Community pharmacists are being urged to become more confident when conducting medicines use reviews (MURs) to help make difference to the lives of patients with epilepsy.

Feedback received by the Epilepsy Society has revealed many people with the condition are unaware they can seek help from their local pharmacist rather than their GP surgeries.

Together with the Pharmaceutical Services Negotiating Committee (PSNC), the Epilepsy Society has produced a new consultation brief to assist pharmacists carrying the new MUR for patients taking anti-epileptic drugs.

Rona Eade, epilepsy information manager at the Epilepsy Society, said: “In recent years we have become aware through supporter feedback and through our epilepsy helpline that people with epilepsy often do not realise how their local pharmacist could support them in managing their condition better and in making sure they get the best out of their medication.

“The role of the community pharmacist is often seen as purely dispensing drugs but pharmacists can play a key role in delivering healthcare in the high street, neighbourhood centre or supermarket.

“They are an integral part of the NHS at the heart of the community, are open longer hours than many GP surgeries and are often a short walk or drive away.”

The Epilepsy Society also consulted with The Medway School of Pharmacy and the Royal Pharmaceutical Society to put together the medicines optimisation briefing.

The brief guides pharmacists into questioning patients about their medication and any problems they are having including side effects such as memory loss, irritability, tiredness and cognitive difficulties.

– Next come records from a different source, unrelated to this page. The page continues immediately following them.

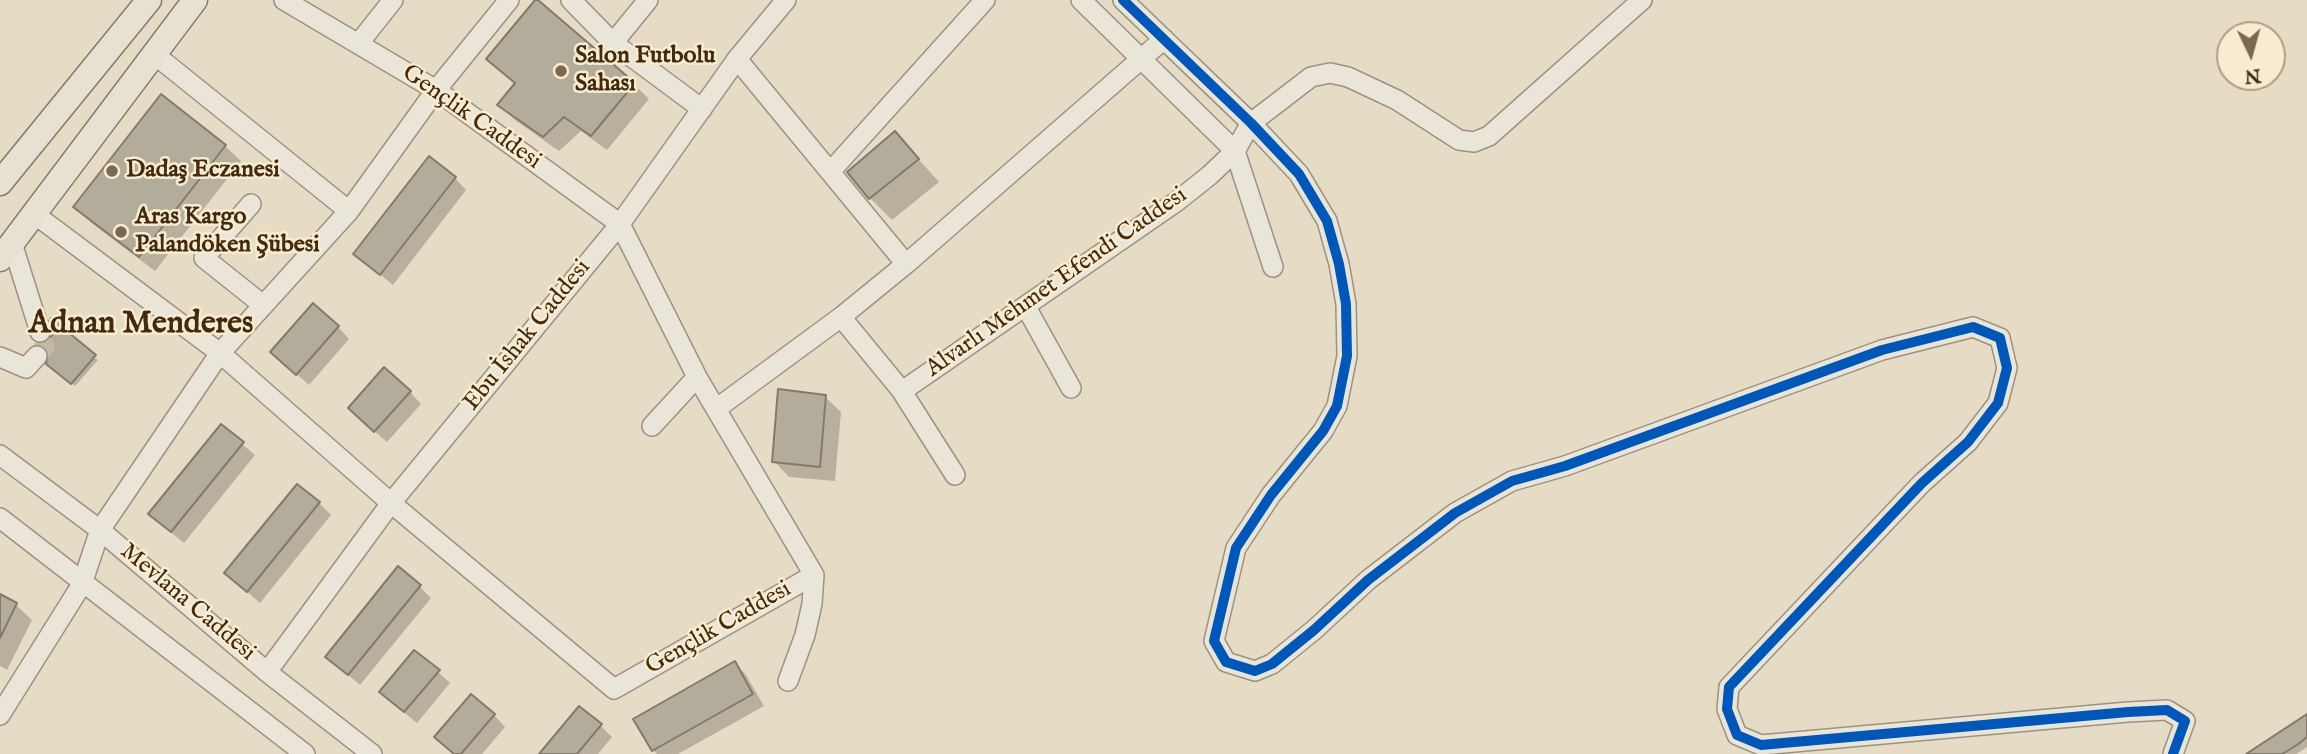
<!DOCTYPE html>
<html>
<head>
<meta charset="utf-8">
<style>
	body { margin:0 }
	#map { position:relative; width:2307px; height:754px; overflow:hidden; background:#e6dcc5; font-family:"IM FELL English",serif }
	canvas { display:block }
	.north { position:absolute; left:2216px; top:21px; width:70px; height:70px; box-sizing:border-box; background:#f7ecd1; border:2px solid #af9e83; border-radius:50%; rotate:175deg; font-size:19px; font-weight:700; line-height:28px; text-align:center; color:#432a0e }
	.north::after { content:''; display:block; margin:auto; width:24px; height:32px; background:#7c684e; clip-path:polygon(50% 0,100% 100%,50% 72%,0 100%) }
</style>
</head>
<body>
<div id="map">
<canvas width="2307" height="754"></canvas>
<div class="north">N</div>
</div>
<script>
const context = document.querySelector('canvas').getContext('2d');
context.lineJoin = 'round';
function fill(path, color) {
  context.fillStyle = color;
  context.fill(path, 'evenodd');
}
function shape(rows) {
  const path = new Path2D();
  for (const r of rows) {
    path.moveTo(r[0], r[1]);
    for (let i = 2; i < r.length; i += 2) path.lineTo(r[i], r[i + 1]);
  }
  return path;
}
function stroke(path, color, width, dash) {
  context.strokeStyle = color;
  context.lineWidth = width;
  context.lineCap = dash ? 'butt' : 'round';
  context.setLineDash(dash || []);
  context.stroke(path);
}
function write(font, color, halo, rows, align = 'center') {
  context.font = font + ' "IM FELL English",serif';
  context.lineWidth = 5;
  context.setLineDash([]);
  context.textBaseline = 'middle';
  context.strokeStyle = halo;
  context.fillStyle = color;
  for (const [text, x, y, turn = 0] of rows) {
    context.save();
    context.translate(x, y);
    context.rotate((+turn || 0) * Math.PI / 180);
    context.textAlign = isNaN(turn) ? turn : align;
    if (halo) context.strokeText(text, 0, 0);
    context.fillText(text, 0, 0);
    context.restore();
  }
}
fill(shape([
	[488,59,634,84,649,99,607,150,581,131,559,151,515,120,499,105,516,84],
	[161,96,225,146,241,161,155,271,90,222,75,206],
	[895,133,939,182,892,220,870,198],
	[455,178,466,190,393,285,355,254],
	[338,327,349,339,309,385,284,363],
	[54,336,98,360,75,386,52,367,50,342],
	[410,392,421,404,387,442,362,420],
	[825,397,841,412,835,481,789,477,774,461],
	[221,426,255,455,184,543,162,525],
	[319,503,331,515,260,603,226,573],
	[419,586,431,598,360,685,327,657],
	[0,596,16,605,32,620,7,670,0,666],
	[735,663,746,675,764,706,678,754,657,754,653,750],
	[438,672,450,683,417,723,393,703],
	[494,715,505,727,482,754,454,754,436,737],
	[2307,715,2307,747,2296,754,2248,754],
	[600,725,612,737,598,754,542,754]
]), '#0003');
const building = shape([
	[535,0,538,0,635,83,591,136,564,117,543,137,497,105,515,83,486,59,535,0],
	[161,94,226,145,139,257,73,207,161,94],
	[895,131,919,159,869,199,847,172,895,131],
	[429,156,456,177,380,275,353,254,429,156],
	[313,303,339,326,296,375,270,352,313,303],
	[51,318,96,355,71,384,46,364,48,352,39,344,48,341,52,335,49,321,51,318],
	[384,367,411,391,374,432,348,408,384,367],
	[778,389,826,395,820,467,772,462,778,389],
	[221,424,244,442,171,532,148,514,221,424],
	[297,484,320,502,247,592,224,573,297,484],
	[398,566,421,585,348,675,325,657,398,566],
	[0,594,17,603,0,638,0,594],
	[414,650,440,670,404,712,379,692,414,650],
	[735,661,753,694,652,751,633,719,735,661],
	[471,694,495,714,461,754,454,754,434,737,471,694],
	[579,706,602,724,577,754,539,754,579,706],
	[2307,714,2307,737,2297,745,2282,754,2246,754,2307,714]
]);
fill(building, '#b4ac9b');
stroke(building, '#837a6a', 2);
stroke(shape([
	[37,356,45,347,40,332]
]), '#c5b8a0', 19, [19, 10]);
const minor = shape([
	[571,0,613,43,702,109],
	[1081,0,1235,151,1273,267],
	[1123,0,1251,123,1299,174,1327,221,1339,264,1346,304,1347,356,1337,406,1323,431,1271,495,1236,548,1214,641,1226,662,1255,671,1272,664,1314,630,1368,580,1455,513,1512,481,1565,466,1882,350,1973,327,2000,338,2007,368,1998,403,1968,442,1922,483,1729,687,1727,709,1737,735,1761,745,2128,712,2167,710,2185,721,2173,754],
	[359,43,393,0],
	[613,43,648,0],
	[154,54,349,211],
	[737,59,906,264],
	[830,172,985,0],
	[251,204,204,258,263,305],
	[33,213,220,353,391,503,614,689,814,575,697,377,620,224,436,90,284,0],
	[12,243,40,332],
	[1026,307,1071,388],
	[841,317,906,264,1164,39],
	[0,357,26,368,37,356],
	[901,390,955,475],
	[716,409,841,317,901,390,908,387,1176,202,1210,175,1235,151,1251,123,1311,77,1330,73,1348,77,1397,100,1459,140,1474,142,1489,136,1642,0],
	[652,426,697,377],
	[0,455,100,530,267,672,372,754],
	[0,518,305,754],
	[267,672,391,503,620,224,737,59,786,0],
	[788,681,805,635,812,604,814,575],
	[0,715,82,584,100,530,220,353,349,211,436,90,509,0]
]);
const major = shape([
	[0,183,149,0],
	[0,259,195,0]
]);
stroke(minor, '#9b9281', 22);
stroke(major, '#837a6a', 27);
stroke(minor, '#eae5d9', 19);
stroke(major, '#e6e1d3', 24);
stroke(shape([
	[1123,0,1251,123,1299,174,1327,221,1339,264,1346,304,1347,356,1337,406,1323,431,1271,495,1236,548,1214,641,1226,662,1255,671,1272,664,1314,630,1368,580,1455,513,1512,481,1565,466,1882,350,1973,327,2000,338,2007,368,1998,403,1968,442,1922,483,1729,687,1727,709,1737,735,1761,745,2128,712,2167,710,2185,721,2173,754]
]), '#0057b8', 10);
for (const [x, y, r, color] of [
	[561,71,7,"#7c684e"],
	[112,171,7,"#7c684e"],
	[121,232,7,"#7c684e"]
]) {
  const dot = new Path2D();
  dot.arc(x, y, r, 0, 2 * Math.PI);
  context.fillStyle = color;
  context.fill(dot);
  stroke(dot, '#f7ecd1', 2.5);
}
write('bold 24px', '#432a0e', '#f7ecd1', [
	["Salon Futbolu",575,57],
	["Sahası",575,85],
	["Dadaş Eczanesi",126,171],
	["Aras Kargo",135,218],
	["Palandöken Şübesi",135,246]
], 'left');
write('24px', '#432a0e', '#f7ecd1', [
	["Gençlik Caddesi",471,118,35],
	["Alvarlı Mehmet Efendi Caddesi",1057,283,-35],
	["Ebu İshak Caddesi",528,336,-51],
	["Mevlana Caddesi",187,603,40],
	["Gençlik Caddesi",719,629,-30]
]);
write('bold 32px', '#432a0e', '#f7ecd1', [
	["Adnan Menderes",141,325]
]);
</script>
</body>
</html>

Issues such as memory loss, anxiety and depression often accompany the condition, the Epilepsy Society said.

The new MUR also highlights specific issues that can affect women of childbearing age, such as the potential of certain anti-epileptic drugs to reduce the effectiveness of the contraceptive pill and the risks of certain medication harming unborn children during pregnancy.

Eade said: “We have been really pleased to work with the PSNC to develop an MUR consultation briefing.

“It very much complements the suite of information that we are able to offer pharmacists through a dedicated area of our website and we very much hope it will help to make a difference to the lives of people with epilepsy.”